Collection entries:
-.-.-

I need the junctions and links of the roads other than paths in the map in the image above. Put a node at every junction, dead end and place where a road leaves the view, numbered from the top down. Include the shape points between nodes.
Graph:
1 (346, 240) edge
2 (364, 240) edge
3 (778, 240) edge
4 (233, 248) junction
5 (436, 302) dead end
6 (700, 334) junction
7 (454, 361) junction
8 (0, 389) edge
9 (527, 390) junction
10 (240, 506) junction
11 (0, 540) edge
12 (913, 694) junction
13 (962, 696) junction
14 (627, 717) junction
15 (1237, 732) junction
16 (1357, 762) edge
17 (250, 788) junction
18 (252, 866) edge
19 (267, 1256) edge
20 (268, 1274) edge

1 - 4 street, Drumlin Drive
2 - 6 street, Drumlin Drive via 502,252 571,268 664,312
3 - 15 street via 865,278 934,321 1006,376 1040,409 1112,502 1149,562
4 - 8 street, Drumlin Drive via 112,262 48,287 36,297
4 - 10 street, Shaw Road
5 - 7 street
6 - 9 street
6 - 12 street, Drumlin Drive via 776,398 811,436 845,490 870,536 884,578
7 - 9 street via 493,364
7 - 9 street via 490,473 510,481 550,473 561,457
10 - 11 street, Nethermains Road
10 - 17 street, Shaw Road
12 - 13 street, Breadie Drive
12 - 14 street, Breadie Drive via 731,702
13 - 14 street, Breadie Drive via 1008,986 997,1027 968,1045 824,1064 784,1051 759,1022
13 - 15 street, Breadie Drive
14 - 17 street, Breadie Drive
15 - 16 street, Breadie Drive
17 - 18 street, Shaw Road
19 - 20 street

-.-.-

- The task -
An exact transcription of every record above is required.

- Reply to the exercise -
I need the junctions and links of the roads other than paths in the map in the image above. Put a node at every junction, dead end and place where a road leaves the view, numbered from the top down. Include the shape points between nodes.
Graph:
1 (346, 240) edge
2 (364, 240) edge
3 (778, 240) edge
4 (233, 248) junction
5 (436, 302) dead end
6 (700, 334) junction
7 (454, 361) junction
8 (0, 389) edge
9 (527, 390) junction
10 (240, 506) junction
11 (0, 540) edge
12 (913, 694) junction
13 (962, 696) junction
14 (627, 717) junction
15 (1237, 732) junction
16 (1357, 762) edge
17 (250, 788) junction
18 (252, 866) edge
19 (267, 1256) edge
20 (268, 1274) edge

1 - 4 street, Drumlin Drive
2 - 6 street, Drumlin Drive via 502,252 571,268 664,312
3 - 15 street via 865,278 934,321 1006,376 1040,409 1112,502 1149,562
4 - 8 street, Drumlin Drive via 112,262 48,287 36,297
4 - 10 street, Shaw Road
5 - 7 street
6 - 9 street
6 - 12 street, Drumlin Drive via 776,398 811,436 845,490 870,536 884,578
7 - 9 street via 493,364
7 - 9 street via 490,473 510,481 550,473 561,457
10 - 11 street, Nethermains Road
10 - 17 street, Shaw Road
12 - 13 street, Breadie Drive
12 - 14 street, Breadie Drive via 731,702
13 - 14 street, Breadie Drive via 1008,986 997,1027 968,1045 824,1064 784,1051 759,1022
13 - 15 street, Breadie Drive
14 - 17 street, Breadie Drive
15 - 16 street, Breadie Drive
17 - 18 street, Shaw Road
19 - 20 street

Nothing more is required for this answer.